--- WORK ORDER ---
Which lines in the records below include the word "solid"? Report each of them in full.

--- DATA SECTION ---
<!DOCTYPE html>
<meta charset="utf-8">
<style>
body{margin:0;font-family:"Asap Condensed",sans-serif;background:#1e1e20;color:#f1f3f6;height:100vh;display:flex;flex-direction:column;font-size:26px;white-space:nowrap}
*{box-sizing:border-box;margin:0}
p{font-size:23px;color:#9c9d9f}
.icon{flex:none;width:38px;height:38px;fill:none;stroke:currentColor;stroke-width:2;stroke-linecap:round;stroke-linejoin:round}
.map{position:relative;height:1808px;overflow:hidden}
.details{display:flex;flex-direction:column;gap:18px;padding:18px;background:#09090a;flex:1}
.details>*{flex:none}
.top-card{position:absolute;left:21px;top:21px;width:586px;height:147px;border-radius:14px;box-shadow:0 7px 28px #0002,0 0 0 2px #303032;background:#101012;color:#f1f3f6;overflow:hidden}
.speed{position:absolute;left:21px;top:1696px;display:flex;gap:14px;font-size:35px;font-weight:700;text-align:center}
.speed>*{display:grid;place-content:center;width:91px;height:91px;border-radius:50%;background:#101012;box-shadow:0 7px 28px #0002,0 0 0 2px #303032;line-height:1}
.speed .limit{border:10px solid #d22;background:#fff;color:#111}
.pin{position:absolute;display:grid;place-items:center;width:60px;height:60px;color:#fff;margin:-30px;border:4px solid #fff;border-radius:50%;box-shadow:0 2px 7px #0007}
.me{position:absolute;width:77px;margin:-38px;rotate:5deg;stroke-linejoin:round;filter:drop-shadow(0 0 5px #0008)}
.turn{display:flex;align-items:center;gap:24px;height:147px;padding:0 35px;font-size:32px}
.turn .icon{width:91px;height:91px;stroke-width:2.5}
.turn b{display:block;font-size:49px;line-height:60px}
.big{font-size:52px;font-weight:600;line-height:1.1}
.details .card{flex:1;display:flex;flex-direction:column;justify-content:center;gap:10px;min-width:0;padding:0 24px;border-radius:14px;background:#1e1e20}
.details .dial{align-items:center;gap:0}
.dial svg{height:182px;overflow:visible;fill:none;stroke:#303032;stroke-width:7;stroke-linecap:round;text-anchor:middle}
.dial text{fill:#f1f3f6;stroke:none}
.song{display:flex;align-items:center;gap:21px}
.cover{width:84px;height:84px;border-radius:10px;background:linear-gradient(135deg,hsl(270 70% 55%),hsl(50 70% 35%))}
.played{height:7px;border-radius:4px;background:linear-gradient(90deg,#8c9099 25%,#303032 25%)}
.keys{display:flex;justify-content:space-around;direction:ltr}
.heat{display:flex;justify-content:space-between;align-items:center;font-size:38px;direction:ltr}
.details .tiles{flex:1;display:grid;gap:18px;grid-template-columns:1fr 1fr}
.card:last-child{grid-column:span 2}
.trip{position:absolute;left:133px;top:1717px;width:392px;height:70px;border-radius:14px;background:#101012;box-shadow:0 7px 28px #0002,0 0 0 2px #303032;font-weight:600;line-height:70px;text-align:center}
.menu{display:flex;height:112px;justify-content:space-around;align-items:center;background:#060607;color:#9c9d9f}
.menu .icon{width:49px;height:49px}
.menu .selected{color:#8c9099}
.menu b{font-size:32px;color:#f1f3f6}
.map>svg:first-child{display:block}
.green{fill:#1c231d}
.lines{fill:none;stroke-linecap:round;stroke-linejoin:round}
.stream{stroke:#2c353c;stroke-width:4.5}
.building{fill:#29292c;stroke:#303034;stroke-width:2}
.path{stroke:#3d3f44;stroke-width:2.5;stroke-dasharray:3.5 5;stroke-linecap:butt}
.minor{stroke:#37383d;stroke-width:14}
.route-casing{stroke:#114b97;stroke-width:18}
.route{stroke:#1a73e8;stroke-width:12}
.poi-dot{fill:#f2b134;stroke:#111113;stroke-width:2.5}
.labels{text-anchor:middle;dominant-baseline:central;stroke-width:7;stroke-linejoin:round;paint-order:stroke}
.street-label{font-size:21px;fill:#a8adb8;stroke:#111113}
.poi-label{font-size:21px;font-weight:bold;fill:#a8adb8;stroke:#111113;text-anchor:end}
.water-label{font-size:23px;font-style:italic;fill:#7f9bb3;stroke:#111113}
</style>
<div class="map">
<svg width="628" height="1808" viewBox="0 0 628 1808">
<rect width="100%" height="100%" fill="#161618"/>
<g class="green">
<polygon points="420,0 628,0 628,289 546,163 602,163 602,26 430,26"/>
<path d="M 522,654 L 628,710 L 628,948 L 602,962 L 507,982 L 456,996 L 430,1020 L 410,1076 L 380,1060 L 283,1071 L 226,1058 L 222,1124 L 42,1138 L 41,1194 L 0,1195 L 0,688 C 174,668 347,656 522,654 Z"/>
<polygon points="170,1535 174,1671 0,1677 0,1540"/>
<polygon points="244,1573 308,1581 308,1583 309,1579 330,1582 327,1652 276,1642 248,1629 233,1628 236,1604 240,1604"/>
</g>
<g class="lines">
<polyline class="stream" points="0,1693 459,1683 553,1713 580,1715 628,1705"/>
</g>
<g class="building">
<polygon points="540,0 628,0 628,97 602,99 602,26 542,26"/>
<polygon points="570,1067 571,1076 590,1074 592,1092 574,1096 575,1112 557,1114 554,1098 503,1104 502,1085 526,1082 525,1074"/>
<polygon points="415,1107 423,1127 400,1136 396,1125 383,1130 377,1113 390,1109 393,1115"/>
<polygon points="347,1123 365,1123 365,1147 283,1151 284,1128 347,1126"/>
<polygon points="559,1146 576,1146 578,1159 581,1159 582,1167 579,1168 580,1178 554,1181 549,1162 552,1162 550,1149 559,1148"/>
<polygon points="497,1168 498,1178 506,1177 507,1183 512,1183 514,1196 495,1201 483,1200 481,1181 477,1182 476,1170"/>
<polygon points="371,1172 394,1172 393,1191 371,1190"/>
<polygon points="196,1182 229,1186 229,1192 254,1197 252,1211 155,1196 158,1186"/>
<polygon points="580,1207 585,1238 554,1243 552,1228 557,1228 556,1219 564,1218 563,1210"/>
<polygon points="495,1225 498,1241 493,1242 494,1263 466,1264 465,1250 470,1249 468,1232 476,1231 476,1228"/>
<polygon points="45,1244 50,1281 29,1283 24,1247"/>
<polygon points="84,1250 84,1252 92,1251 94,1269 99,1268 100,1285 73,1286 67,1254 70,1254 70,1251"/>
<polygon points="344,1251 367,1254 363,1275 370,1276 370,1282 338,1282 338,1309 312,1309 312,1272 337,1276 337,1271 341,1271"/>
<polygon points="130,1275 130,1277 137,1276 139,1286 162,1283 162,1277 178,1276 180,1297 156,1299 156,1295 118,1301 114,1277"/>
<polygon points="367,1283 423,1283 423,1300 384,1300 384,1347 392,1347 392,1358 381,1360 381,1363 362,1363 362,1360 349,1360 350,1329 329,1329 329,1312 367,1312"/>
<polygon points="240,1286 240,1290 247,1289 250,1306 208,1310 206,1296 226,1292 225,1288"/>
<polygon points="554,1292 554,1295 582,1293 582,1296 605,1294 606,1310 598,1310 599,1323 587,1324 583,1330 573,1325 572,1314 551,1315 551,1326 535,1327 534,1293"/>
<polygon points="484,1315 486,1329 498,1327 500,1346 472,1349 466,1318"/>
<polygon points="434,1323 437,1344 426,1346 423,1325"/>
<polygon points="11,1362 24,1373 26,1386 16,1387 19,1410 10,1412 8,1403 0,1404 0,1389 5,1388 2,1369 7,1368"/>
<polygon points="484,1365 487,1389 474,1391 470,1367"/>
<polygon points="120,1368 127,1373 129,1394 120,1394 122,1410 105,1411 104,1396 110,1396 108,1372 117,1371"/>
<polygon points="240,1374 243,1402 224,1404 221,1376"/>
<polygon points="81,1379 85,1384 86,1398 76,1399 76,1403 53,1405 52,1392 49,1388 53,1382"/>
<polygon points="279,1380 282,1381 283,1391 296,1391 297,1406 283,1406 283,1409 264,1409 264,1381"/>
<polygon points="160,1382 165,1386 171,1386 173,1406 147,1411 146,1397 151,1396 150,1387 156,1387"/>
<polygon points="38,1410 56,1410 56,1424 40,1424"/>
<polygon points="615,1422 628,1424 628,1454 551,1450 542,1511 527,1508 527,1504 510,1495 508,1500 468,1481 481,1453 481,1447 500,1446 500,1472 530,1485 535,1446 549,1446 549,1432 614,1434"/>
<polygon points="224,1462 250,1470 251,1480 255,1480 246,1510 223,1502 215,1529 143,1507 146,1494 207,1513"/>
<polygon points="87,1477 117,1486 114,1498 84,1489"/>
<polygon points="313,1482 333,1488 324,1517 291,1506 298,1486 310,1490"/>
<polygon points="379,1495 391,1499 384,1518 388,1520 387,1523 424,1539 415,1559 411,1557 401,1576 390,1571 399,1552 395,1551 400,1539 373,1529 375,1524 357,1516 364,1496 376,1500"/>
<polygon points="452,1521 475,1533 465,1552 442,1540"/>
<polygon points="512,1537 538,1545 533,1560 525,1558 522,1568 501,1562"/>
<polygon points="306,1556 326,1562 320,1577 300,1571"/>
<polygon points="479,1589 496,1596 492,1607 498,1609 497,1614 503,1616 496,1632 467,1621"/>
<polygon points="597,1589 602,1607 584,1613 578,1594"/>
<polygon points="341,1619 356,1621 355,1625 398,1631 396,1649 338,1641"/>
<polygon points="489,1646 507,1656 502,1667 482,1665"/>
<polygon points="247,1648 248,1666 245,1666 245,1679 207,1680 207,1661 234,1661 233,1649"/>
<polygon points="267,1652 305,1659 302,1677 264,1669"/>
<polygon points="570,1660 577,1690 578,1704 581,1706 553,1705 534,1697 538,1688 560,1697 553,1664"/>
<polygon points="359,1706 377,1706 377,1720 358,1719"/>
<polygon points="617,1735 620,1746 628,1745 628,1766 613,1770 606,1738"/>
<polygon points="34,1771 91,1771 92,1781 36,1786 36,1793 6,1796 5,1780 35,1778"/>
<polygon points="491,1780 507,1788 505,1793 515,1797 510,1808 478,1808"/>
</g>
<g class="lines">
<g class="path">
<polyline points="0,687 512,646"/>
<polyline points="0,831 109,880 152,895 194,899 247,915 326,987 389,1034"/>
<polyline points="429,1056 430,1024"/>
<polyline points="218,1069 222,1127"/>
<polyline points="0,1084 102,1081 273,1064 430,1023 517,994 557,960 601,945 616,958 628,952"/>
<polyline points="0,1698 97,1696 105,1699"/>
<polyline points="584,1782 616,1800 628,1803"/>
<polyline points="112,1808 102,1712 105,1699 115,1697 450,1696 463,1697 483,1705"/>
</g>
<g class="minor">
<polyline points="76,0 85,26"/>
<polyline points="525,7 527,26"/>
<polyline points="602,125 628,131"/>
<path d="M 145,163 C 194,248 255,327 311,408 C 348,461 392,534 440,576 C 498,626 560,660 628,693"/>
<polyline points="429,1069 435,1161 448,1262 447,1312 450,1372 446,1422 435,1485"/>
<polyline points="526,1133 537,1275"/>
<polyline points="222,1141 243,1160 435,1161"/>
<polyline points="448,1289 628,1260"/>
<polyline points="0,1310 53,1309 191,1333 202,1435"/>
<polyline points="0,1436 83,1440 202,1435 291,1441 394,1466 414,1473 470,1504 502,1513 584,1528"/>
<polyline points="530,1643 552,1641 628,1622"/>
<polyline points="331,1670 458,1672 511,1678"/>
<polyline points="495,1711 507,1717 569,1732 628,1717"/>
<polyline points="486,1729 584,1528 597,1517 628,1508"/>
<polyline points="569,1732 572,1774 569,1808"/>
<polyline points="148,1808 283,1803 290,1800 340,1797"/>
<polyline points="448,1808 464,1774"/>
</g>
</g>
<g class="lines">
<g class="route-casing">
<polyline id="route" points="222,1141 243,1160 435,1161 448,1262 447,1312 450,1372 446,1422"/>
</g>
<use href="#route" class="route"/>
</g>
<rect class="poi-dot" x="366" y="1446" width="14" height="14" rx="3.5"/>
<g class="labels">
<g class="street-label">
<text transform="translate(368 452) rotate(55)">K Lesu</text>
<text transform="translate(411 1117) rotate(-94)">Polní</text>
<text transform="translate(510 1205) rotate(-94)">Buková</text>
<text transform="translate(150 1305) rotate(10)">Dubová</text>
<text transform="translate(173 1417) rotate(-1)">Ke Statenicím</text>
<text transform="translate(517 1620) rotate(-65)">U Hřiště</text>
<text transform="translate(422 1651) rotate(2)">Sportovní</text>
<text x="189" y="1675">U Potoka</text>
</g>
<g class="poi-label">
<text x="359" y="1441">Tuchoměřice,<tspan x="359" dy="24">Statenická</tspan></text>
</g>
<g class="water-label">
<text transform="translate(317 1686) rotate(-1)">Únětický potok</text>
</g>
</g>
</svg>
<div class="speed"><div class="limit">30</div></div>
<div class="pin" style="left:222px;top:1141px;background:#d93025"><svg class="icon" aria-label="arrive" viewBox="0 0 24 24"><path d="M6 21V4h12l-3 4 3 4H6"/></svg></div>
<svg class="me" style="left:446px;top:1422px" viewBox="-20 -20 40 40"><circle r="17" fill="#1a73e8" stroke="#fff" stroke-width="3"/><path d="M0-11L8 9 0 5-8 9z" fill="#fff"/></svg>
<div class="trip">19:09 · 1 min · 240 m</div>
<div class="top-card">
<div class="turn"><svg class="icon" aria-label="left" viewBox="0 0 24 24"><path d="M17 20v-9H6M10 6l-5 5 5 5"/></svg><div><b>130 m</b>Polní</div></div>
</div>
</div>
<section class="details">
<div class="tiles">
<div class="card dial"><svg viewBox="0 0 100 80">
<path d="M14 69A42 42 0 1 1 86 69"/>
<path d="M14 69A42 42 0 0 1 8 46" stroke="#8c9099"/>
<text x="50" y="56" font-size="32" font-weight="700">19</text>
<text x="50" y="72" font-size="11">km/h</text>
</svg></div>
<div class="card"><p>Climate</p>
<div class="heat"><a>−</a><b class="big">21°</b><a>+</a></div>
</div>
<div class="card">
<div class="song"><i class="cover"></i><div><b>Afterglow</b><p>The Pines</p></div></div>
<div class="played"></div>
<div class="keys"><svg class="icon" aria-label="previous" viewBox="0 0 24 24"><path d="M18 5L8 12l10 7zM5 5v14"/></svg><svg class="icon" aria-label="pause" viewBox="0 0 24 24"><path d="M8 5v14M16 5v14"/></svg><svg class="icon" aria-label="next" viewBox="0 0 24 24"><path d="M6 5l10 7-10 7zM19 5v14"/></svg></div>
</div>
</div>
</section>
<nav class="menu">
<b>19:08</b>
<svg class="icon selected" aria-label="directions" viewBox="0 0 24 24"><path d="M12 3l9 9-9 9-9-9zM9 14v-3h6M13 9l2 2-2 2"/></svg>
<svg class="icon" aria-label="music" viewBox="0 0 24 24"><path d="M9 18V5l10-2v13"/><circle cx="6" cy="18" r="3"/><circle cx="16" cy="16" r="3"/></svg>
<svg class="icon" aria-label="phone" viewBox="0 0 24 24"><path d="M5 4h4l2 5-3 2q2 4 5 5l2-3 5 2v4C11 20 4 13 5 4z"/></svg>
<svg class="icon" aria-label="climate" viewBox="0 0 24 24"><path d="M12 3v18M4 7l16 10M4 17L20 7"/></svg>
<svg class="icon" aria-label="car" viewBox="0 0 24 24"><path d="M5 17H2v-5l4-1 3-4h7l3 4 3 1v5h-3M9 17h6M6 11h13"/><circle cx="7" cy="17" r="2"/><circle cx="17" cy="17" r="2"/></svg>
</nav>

--- REPLY ---
.speed .limit{border:10px solid #d22;background:#fff;color:#111}
.pin{position:absolute;display:grid;place-items:center;width:60px;height:60px;color:#fff;margin:-30px;border:4px solid #fff;border-radius:50%;box-shadow:0 2px 7px #0007}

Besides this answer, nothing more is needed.